_Instructions to follow_. The reply should contain each record below, returned exactly as given.

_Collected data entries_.
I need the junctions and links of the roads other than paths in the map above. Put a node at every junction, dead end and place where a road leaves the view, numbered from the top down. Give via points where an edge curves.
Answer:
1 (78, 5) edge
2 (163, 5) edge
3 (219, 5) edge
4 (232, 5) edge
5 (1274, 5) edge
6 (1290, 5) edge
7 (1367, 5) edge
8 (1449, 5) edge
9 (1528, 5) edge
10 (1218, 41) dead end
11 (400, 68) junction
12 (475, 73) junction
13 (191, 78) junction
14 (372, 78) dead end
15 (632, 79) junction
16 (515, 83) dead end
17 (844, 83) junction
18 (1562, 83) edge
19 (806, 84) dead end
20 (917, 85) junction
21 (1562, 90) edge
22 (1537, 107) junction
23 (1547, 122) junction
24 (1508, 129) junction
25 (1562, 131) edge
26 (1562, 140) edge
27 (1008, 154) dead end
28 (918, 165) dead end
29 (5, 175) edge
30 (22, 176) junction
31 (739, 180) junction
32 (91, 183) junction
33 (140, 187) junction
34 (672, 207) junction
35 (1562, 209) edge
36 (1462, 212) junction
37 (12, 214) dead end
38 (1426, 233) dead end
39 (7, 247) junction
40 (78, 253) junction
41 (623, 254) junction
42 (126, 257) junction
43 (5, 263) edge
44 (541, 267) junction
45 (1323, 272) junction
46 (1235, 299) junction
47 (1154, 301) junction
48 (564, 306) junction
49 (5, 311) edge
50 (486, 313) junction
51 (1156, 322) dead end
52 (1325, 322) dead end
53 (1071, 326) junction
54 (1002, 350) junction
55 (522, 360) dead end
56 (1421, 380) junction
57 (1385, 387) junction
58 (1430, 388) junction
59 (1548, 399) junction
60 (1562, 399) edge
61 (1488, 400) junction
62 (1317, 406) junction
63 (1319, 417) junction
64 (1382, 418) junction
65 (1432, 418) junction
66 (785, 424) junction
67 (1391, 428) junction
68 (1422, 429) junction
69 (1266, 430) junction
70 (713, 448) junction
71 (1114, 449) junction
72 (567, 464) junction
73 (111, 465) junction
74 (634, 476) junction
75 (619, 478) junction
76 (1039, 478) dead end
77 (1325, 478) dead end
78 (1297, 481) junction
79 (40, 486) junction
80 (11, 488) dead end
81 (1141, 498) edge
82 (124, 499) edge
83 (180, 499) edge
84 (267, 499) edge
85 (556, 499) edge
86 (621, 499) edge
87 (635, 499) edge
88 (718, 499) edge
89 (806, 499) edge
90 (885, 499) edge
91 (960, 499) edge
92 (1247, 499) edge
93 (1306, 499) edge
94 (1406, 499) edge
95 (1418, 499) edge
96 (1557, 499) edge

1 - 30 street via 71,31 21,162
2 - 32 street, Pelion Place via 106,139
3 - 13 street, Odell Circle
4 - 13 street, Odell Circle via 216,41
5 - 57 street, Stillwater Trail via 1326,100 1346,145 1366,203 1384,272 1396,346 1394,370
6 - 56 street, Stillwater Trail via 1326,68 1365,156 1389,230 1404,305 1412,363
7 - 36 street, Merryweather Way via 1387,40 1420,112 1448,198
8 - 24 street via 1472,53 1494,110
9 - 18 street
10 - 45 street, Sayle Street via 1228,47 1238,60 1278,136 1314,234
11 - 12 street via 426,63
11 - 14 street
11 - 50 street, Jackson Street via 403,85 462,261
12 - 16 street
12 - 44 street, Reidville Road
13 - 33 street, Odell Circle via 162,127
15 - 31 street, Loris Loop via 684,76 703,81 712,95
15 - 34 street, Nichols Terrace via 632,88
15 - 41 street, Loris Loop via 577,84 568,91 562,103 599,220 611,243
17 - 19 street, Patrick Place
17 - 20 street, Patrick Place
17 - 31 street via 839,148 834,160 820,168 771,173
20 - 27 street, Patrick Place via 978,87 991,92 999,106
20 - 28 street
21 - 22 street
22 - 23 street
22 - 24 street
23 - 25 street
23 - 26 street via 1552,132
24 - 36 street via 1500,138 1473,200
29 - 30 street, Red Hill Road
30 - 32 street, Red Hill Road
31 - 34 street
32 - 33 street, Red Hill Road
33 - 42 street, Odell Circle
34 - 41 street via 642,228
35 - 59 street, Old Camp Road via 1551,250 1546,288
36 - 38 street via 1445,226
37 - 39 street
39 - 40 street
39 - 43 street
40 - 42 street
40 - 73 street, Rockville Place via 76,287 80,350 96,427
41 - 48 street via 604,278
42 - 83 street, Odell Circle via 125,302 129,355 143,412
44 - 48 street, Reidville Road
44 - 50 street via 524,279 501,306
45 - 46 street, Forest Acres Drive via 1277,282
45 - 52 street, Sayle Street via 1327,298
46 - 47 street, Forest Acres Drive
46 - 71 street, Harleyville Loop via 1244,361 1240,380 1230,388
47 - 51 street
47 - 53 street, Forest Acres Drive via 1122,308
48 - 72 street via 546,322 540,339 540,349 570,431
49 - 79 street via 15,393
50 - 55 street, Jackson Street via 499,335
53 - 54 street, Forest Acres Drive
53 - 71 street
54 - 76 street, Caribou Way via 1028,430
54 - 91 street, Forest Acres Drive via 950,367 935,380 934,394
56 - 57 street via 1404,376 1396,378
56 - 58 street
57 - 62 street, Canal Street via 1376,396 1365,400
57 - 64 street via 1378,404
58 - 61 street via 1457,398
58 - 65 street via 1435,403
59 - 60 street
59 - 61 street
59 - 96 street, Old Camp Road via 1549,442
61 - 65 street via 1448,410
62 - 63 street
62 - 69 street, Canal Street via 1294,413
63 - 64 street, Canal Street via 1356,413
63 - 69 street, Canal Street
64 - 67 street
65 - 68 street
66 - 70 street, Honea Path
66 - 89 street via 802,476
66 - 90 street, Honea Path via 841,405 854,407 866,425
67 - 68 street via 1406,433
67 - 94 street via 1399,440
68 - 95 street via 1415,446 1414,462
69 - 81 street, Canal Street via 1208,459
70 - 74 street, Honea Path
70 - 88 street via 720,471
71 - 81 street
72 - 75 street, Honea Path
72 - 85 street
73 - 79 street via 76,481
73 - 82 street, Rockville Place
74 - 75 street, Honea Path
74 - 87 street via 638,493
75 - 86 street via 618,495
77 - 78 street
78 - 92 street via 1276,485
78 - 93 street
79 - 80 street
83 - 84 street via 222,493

_Finished task_.
I need the junctions and links of the roads other than paths in the map above. Put a node at every junction, dead end and place where a road leaves the view, numbered from the top down. Give via points where an edge curves.
Answer:
1 (78, 5) edge
2 (163, 5) edge
3 (219, 5) edge
4 (232, 5) edge
5 (1274, 5) edge
6 (1290, 5) edge
7 (1367, 5) edge
8 (1449, 5) edge
9 (1528, 5) edge
10 (1218, 41) dead end
11 (400, 68) junction
12 (475, 73) junction
13 (191, 78) junction
14 (372, 78) dead end
15 (632, 79) junction
16 (515, 83) dead end
17 (844, 83) junction
18 (1562, 83) edge
19 (806, 84) dead end
20 (917, 85) junction
21 (1562, 90) edge
22 (1537, 107) junction
23 (1547, 122) junction
24 (1508, 129) junction
25 (1562, 131) edge
26 (1562, 140) edge
27 (1008, 154) dead end
28 (918, 165) dead end
29 (5, 175) edge
30 (22, 176) junction
31 (739, 180) junction
32 (91, 183) junction
33 (140, 187) junction
34 (672, 207) junction
35 (1562, 209) edge
36 (1462, 212) junction
37 (12, 214) dead end
38 (1426, 233) dead end
39 (7, 247) junction
40 (78, 253) junction
41 (623, 254) junction
42 (126, 257) junction
43 (5, 263) edge
44 (541, 267) junction
45 (1323, 272) junction
46 (1235, 299) junction
47 (1154, 301) junction
48 (564, 306) junction
49 (5, 311) edge
50 (486, 313) junction
51 (1156, 322) dead end
52 (1325, 322) dead end
53 (1071, 326) junction
54 (1002, 350) junction
55 (522, 360) dead end
56 (1421, 380) junction
57 (1385, 387) junction
58 (1430, 388) junction
59 (1548, 399) junction
60 (1562, 399) edge
61 (1488, 400) junction
62 (1317, 406) junction
63 (1319, 417) junction
64 (1382, 418) junction
65 (1432, 418) junction
66 (785, 424) junction
67 (1391, 428) junction
68 (1422, 429) junction
69 (1266, 430) junction
70 (713, 448) junction
71 (1114, 449) junction
72 (567, 464) junction
73 (111, 465) junction
74 (634, 476) junction
75 (619, 478) junction
76 (1039, 478) dead end
77 (1325, 478) dead end
78 (1297, 481) junction
79 (40, 486) junction
80 (11, 488) dead end
81 (1141, 498) edge
82 (124, 499) edge
83 (180, 499) edge
84 (267, 499) edge
85 (556, 499) edge
86 (621, 499) edge
87 (635, 499) edge
88 (718, 499) edge
89 (806, 499) edge
90 (885, 499) edge
91 (960, 499) edge
92 (1247, 499) edge
93 (1306, 499) edge
94 (1406, 499) edge
95 (1418, 499) edge
96 (1557, 499) edge

1 - 30 street via 71,31 21,162
2 - 32 street, Pelion Place via 106,139
3 - 13 street, Odell Circle
4 - 13 street, Odell Circle via 216,41
5 - 57 street, Stillwater Trail via 1326,100 1346,145 1366,203 1384,272 1396,346 1394,370
6 - 56 street, Stillwater Trail via 1326,68 1365,156 1389,230 1404,305 1412,363
7 - 36 street, Merryweather Way via 1387,40 1420,112 1448,198
8 - 24 street via 1472,53 1494,110
9 - 18 street
10 - 45 street, Sayle Street via 1228,47 1238,60 1278,136 1314,234
11 - 12 street via 426,63
11 - 14 street
11 - 50 street, Jackson Street via 403,85 462,261
12 - 16 street
12 - 44 street, Reidville Road
13 - 33 street, Odell Circle via 162,127
15 - 31 street, Loris Loop via 684,76 703,81 712,95
15 - 34 street, Nichols Terrace via 632,88
15 - 41 street, Loris Loop via 577,84 568,91 562,103 599,220 611,243
17 - 19 street, Patrick Place
17 - 20 street, Patrick Place
17 - 31 street via 839,148 834,160 820,168 771,173
20 - 27 street, Patrick Place via 978,87 991,92 999,106
20 - 28 street
21 - 22 street
22 - 23 street
22 - 24 street
23 - 25 street
23 - 26 street via 1552,132
24 - 36 street via 1500,138 1473,200
29 - 30 street, Red Hill Road
30 - 32 street, Red Hill Road
31 - 34 street
32 - 33 street, Red Hill Road
33 - 42 street, Odell Circle
34 - 41 street via 642,228
35 - 59 street, Old Camp Road via 1551,250 1546,288
36 - 38 street via 1445,226
37 - 39 street
39 - 40 street
39 - 43 street
40 - 42 street
40 - 73 street, Rockville Place via 76,287 80,350 96,427
41 - 48 street via 604,278
42 - 83 street, Odell Circle via 125,302 129,355 143,412
44 - 48 street, Reidville Road
44 - 50 street via 524,279 501,306
45 - 46 street, Forest Acres Drive via 1277,282
45 - 52 street, Sayle Street via 1327,298
46 - 47 street, Forest Acres Drive
46 - 71 street, Harleyville Loop via 1244,361 1240,380 1230,388
47 - 51 street
47 - 53 street, Forest Acres Drive via 1122,308
48 - 72 street via 546,322 540,339 540,349 570,431
49 - 79 street via 15,393
50 - 55 street, Jackson Street via 499,335
53 - 54 street, Forest Acres Drive
53 - 71 street
54 - 76 street, Caribou Way via 1028,430
54 - 91 street, Forest Acres Drive via 950,367 935,380 934,394
56 - 57 street via 1404,376 1396,378
56 - 58 street
57 - 62 street, Canal Street via 1376,396 1365,400
57 - 64 street via 1378,404
58 - 61 street via 1457,398
58 - 65 street via 1435,403
59 - 60 street
59 - 61 street
59 - 96 street, Old Camp Road via 1549,442
61 - 65 street via 1448,410
62 - 63 street
62 - 69 street, Canal Street via 1294,413
63 - 64 street, Canal Street via 1356,413
63 - 69 street, Canal Street
64 - 67 street
65 - 68 street
66 - 70 street, Honea Path
66 - 89 street via 802,476
66 - 90 street, Honea Path via 841,405 854,407 866,425
67 - 68 street via 1406,433
67 - 94 street via 1399,440
68 - 95 street via 1415,446 1414,462
69 - 81 street, Canal Street via 1208,459
70 - 74 street, Honea Path
70 - 88 street via 720,471
71 - 81 street
72 - 75 street, Honea Path
72 - 85 street
73 - 79 street via 76,481
73 - 82 street, Rockville Place
74 - 75 street, Honea Path
74 - 87 street via 638,493
75 - 86 street via 618,495
77 - 78 street
78 - 92 street via 1276,485
78 - 93 street
79 - 80 street
83 - 84 street via 222,493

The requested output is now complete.